The git manual advises that you set up an alias for this:

git config --global alias.unstage 'reset HEAD --'

#and now just use

git unstage fileA

I find it telling that the maintainers decided to put these instructions in the manual, instead of just adding a frickin' unstage command.

Yes, there are front-ends that hide most of this, the most popular being a web site and service named github.com, but it's a clear barrier that anything one step beyond what the web interfaces do will be awkward.

Early on, git also had some unique technical annoyances—maybe you remember having to call git gc manually. It has a concept, the index that other systems don't even bother with.

All that said, it won.

The index and commit squashing

To go into further detail on the index that most DVCSes don't bother with, it is a staging area describing what your next commit will look like. Other systems simplify by just taking all changes in your working directory and bundling them into a snapshot. This is how I work about 98% of the time.

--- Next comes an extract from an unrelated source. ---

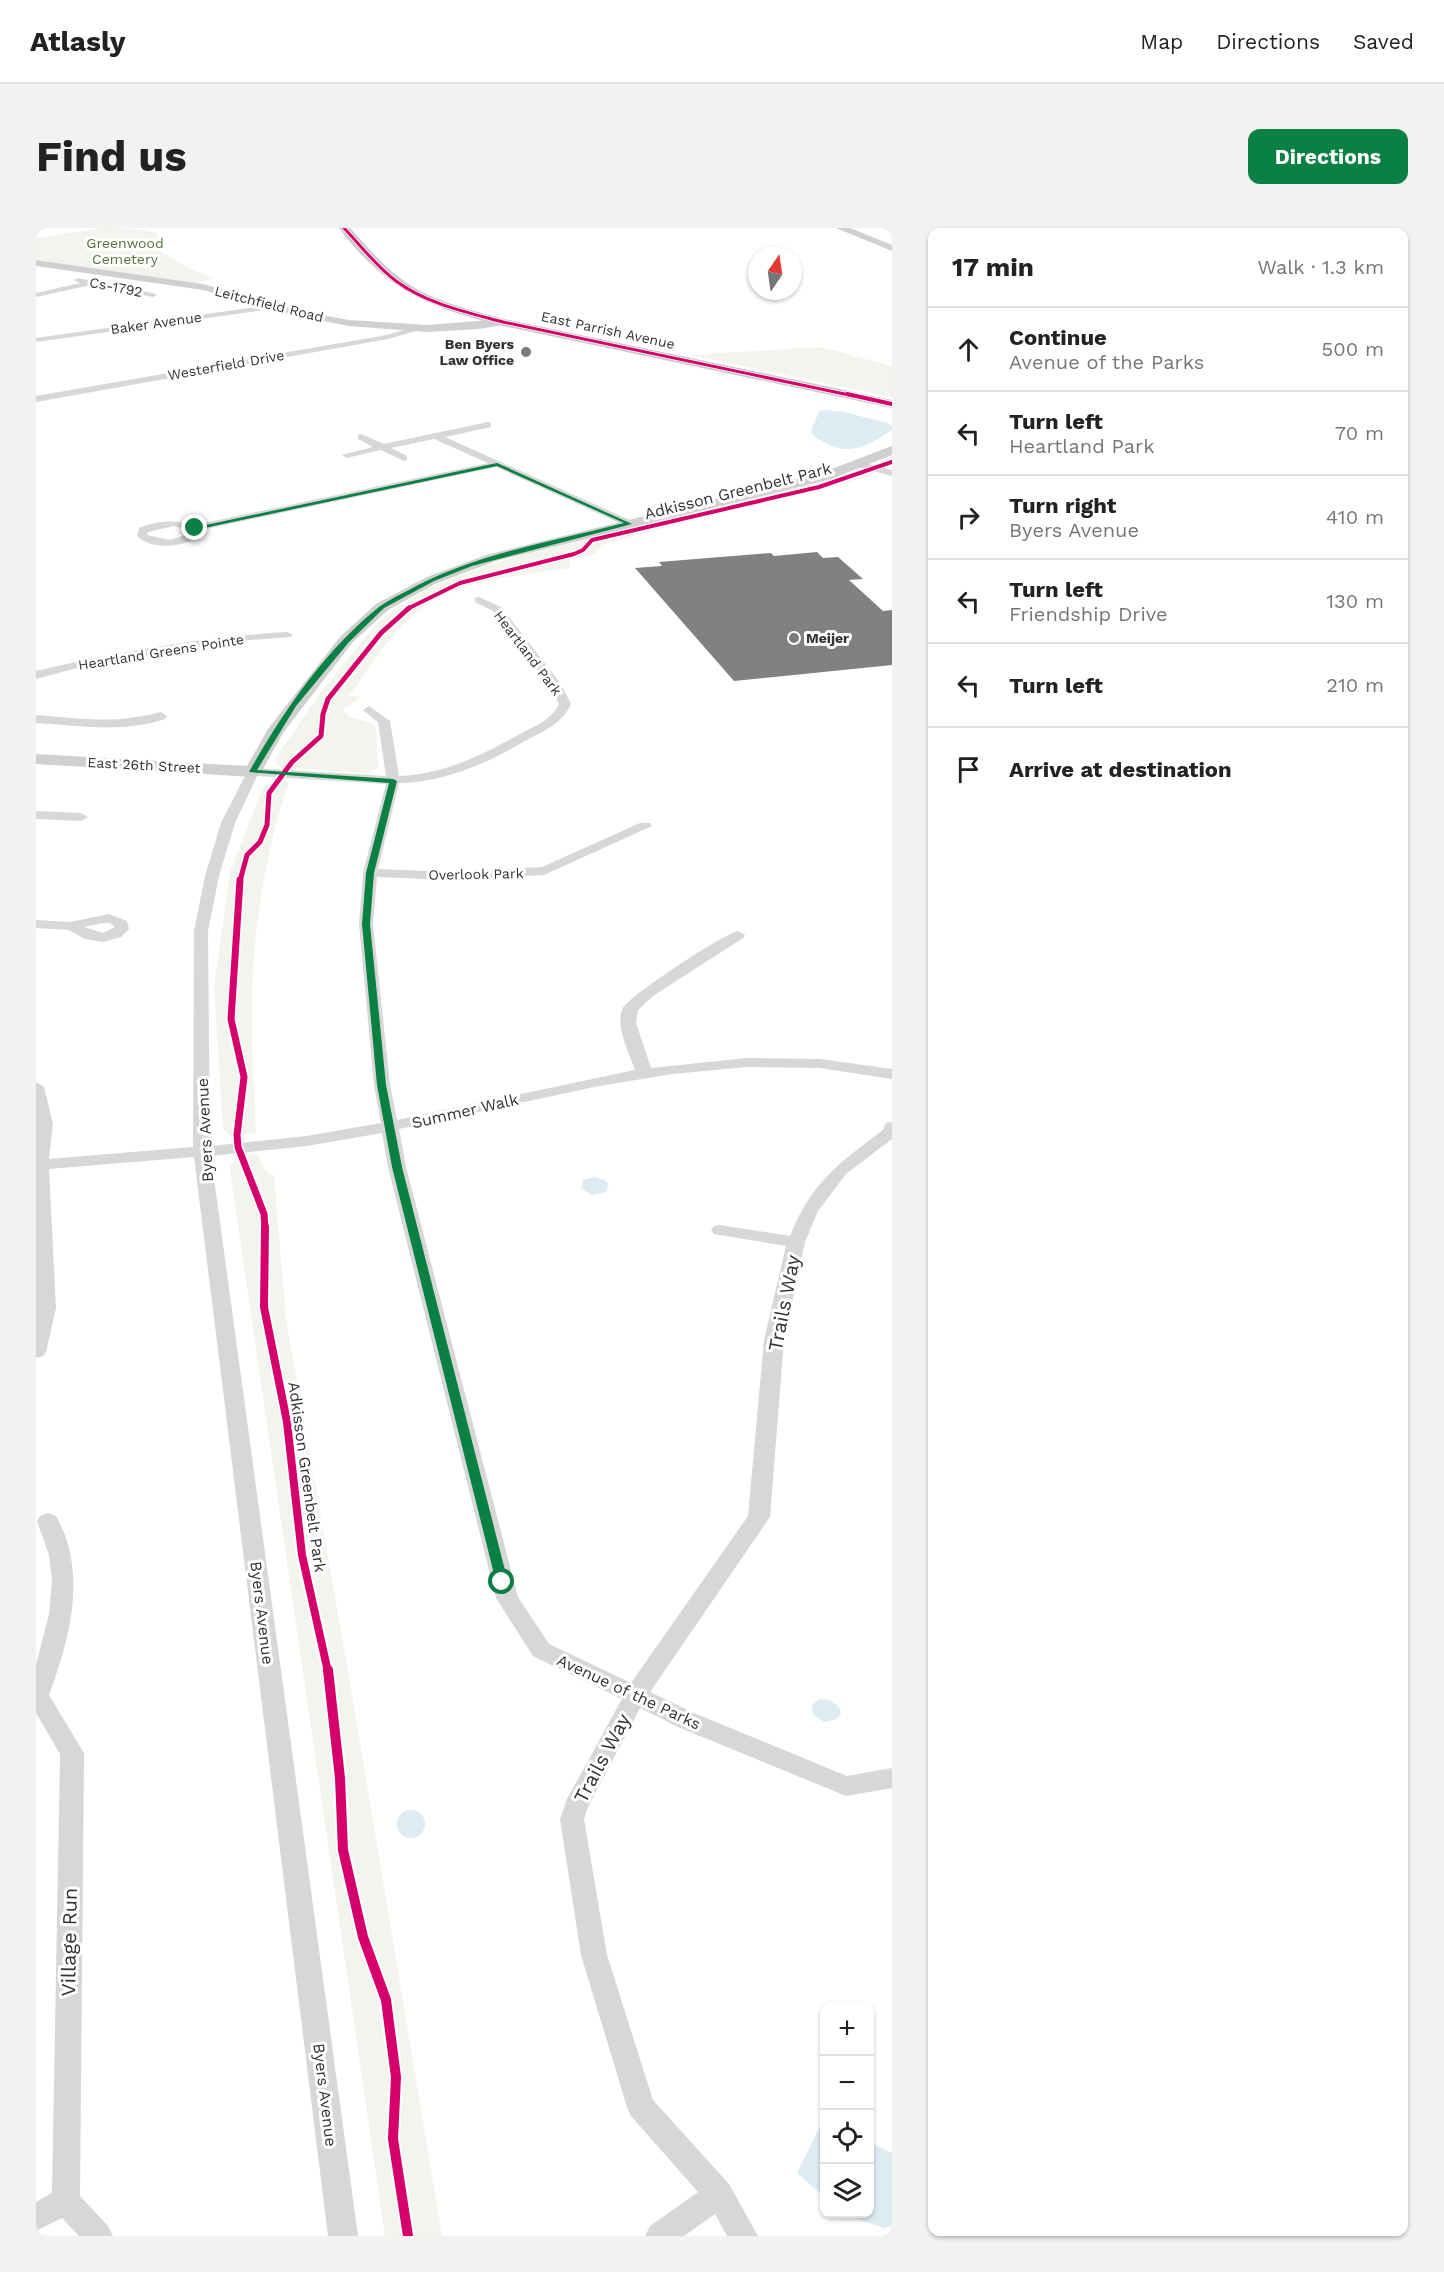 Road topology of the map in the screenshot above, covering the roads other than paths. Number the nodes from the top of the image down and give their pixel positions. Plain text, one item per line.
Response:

The other 2%, I have a few different things going on, say adding some text on two different parts of a document, and for whatever reason, I want to split them into two commits. The index lets me add one section, commit, then add the next and produce a second commit.

By splitting the mess of work into one item with one intent and a second with a new intent, I've imposed a narrative structure on my writing process. Each commit has some small intent attached, and I even have the ability to rearrange those intents to form a more coherent story. Did I know what I was doing and where I was going before I got there? Who knows, but it sure looks like I did in the commit log.

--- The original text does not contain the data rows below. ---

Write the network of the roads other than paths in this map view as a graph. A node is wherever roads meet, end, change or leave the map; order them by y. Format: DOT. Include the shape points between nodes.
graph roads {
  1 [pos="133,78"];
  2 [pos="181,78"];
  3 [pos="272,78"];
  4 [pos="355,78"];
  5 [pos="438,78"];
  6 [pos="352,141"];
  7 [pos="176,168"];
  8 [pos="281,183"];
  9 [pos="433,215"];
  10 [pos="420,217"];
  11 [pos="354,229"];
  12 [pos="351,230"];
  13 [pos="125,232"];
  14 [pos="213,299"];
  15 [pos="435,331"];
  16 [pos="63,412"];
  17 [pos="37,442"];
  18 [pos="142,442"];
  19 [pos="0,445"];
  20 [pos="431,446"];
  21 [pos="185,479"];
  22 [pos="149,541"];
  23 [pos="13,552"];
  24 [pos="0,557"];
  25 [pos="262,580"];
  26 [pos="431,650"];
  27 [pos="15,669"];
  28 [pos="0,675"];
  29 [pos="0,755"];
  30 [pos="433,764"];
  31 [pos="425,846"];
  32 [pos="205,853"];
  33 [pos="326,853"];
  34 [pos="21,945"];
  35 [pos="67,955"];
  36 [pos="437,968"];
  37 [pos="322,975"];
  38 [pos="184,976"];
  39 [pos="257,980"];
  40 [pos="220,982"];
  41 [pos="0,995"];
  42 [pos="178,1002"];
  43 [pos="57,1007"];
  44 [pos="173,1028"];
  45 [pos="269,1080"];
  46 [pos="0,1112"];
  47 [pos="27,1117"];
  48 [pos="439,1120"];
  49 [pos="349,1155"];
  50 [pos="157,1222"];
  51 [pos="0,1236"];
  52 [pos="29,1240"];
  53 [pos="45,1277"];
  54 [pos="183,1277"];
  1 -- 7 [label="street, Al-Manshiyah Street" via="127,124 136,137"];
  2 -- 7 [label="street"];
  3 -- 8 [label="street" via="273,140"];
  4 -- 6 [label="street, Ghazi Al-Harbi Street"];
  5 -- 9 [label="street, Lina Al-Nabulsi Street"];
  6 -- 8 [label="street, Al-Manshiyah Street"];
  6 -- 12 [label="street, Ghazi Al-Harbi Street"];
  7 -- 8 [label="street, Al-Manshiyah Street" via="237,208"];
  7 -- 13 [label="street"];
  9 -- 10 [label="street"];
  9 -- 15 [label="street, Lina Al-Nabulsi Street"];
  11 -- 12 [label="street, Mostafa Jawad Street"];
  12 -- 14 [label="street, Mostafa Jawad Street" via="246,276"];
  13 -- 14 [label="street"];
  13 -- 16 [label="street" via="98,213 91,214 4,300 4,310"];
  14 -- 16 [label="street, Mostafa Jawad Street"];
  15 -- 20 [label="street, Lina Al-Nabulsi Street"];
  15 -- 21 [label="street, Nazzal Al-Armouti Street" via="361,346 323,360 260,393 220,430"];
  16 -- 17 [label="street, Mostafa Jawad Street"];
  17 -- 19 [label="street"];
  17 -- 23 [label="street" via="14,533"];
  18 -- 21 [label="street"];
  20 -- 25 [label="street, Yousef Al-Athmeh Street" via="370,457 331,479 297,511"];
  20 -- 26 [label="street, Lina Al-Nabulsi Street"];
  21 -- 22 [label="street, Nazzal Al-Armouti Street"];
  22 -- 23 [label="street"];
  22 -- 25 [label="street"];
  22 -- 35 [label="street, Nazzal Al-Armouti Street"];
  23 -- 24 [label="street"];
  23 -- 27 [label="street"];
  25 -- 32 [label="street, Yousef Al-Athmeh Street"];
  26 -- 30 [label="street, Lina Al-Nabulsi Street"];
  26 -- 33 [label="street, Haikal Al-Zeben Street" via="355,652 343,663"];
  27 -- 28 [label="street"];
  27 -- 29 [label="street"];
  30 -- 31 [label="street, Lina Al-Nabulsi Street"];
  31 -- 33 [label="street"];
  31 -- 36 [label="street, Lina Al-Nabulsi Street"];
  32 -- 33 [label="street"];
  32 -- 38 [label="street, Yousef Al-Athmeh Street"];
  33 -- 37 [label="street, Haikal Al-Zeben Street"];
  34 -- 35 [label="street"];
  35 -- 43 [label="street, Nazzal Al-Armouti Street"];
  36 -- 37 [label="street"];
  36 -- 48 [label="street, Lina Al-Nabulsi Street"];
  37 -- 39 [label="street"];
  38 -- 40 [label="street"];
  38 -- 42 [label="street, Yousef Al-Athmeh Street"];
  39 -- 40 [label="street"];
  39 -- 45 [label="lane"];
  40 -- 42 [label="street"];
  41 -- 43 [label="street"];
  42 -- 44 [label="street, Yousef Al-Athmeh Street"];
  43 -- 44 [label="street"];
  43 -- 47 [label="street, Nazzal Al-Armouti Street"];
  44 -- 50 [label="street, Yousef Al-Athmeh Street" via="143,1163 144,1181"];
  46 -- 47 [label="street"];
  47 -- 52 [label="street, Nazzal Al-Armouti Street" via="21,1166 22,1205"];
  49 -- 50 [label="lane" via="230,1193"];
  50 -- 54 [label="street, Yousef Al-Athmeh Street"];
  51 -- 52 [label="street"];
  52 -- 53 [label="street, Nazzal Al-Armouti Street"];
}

There's some debate about whether these rewritings are, to use a short and simple word, lying. The author of Fossil says (§3.7) that not being able to rewrite the history of the project development is a feature, because it facilitates auditing. You can find others who recommend against using git rebase for similar reasons. On the other side, there are people who insist on using git rebase, because it is rude to colleagues to not clean up after yourself. And I stumble across tutorials on how to remove accidentally-committed passwords often.

One side of the debate is generating an episodic narrative of how the project formed; the other is generating a series of news bulletins.

Personally, I am on the side of the episodic narrative writers. If you could install a keylogger that broadcasts your work, typos and all, would you do it? Would you argue that it is a matter of professional ethics that not doing so and only presenting your cleaned-up work is misleading to your coworkers?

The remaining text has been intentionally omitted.